Union activists all over the world should read this account of the life of Shonda Roberts who works for KFC in San Jose, California. She lives in the richest economy in the world, the richest economy actually in the history of the world. This is an economy that sends armies and navies all over the world, that still maintains thousands of stock piled nuclear weapons, that generates trillions of dollars in investment and profit, that can boycott Cuba and subsidise Israel. This economy can maintain a differential between lowest paid workers wages and CEO of an average of 1 dollar to 475 dollars. The US economy can cause bust or boom across Europe. It can plunge the world in depression when its sub prime market collapses.

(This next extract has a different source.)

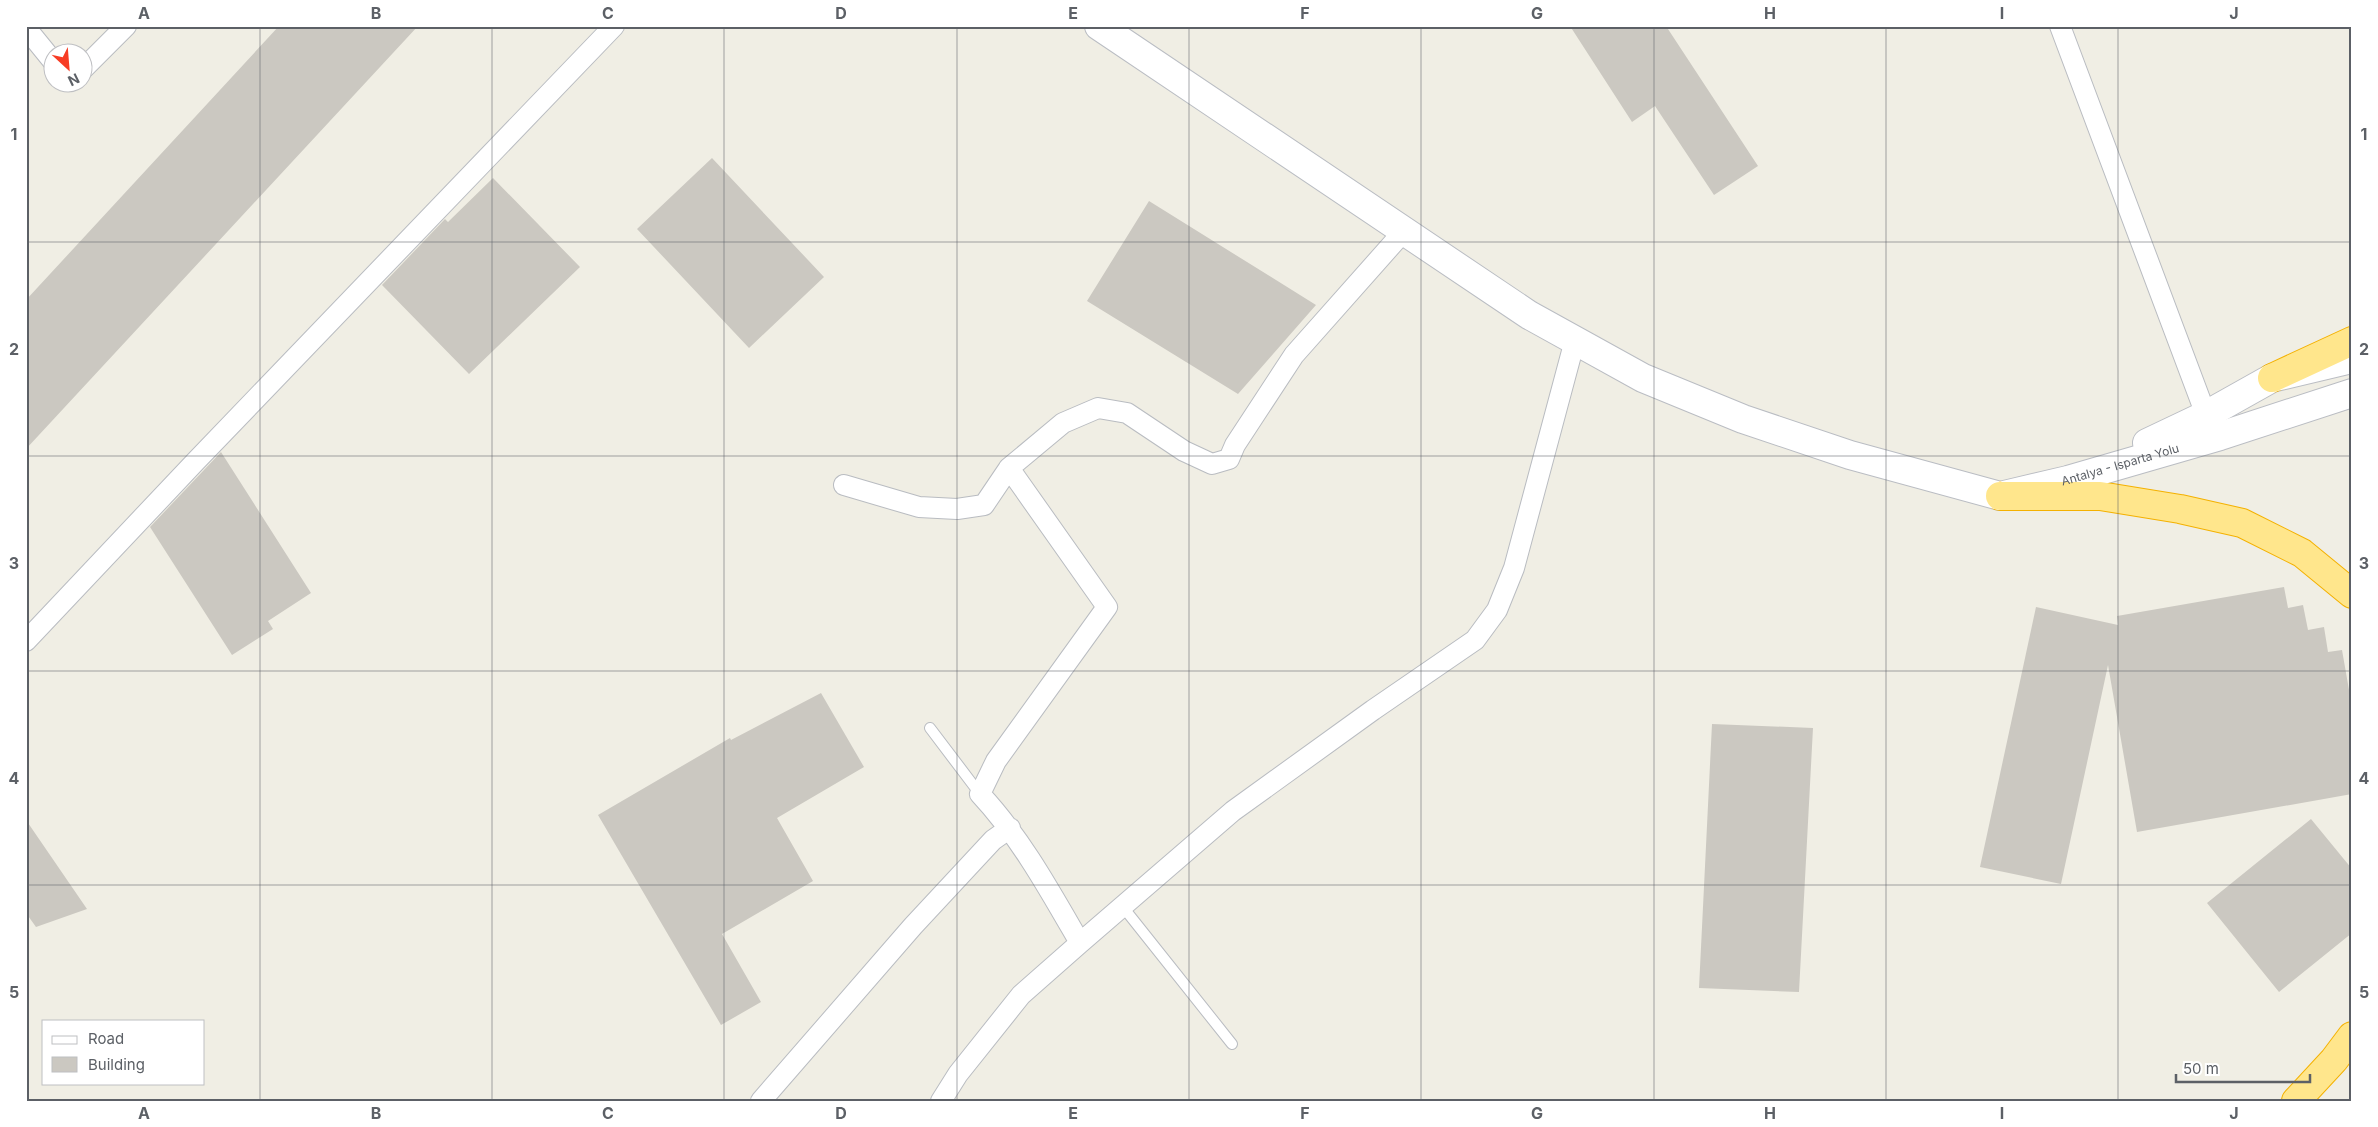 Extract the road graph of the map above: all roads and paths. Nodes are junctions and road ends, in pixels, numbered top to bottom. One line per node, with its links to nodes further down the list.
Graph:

Shonda has three children and her life is completely dominated by shortages. Shortages of food, money, space in her apartment and opportunities to improve her wages. She works for one of the richest companies in the world - KFC. It has `franchises` as it calls them all over the world, in Africa, China, Europe and Asia. A franchise is just a simple way of giving a manager a small budget and saying `make money out of that`. A franchise is not a small business owned and run by an entrepreneur who makes their own decisions about supply sources, prices and service. It is a device for putting risk on others without them having control of the decisions. This is the kind of employer Shonda works for. They often find the only way to make money is by exploiting their staff.
http://www.newyorker.com/online/blogs/currency/2013/12/the-life-of-a-fast-food-striker.html
Shonda is now involved in the leadership of a dispute that is spreading across the US and all `fast food` chains. It is about survival and while a union is their only hope, the reality is they are starting a long way behind many unionised workers. They lack numbers, they lack power and they lack support. But they have decided to fight any way and have got more numbers, more power and more support than they had when they started. Union organisers have found and identified Shonda as a leader, she is connected through a network with other leaders and they are confident enough to call national and local strike action. Shonda feels empowered - her words - and wants to take the campaign forward. If she does she believes she might one day to be able to afford fruit and a mobile phone for her 15 year old son.
Shonda and the workers are the future. This is the growing part of most post industrial economies, the service sector. It is the sector with the lowest union density. Hotels, cleaning, security, retail - this is where we will be in the future. Look at any hospital in the NHS - these companies are there already. We need to organise in the private sector, strength in the private sector is what counts in union growth not as a vaguely good thing to do but as part of a strategy that recognises that Shonda and people like her have to be identified, encouraged, supported, mentored, trained and accepted as leaders. This takes time and resources. It means treating this as the most vital work for union organisers. We cannot organise from the outside, we have to find the leaders from the workforce. When we have leaders we have to work to build up numbers and the network.
If we can`t do it now amongst public sector workforces when we have union recognition agreements, check off agreements, bargaining agreements, resources, employed organisers and a good base of union membership then all that awaits is trying to organise unions where the workers are treated like Shonda - no check off, no recognition, fewer resources, no bargaining and employer victimisation. Let's not wait until then to agree to organise.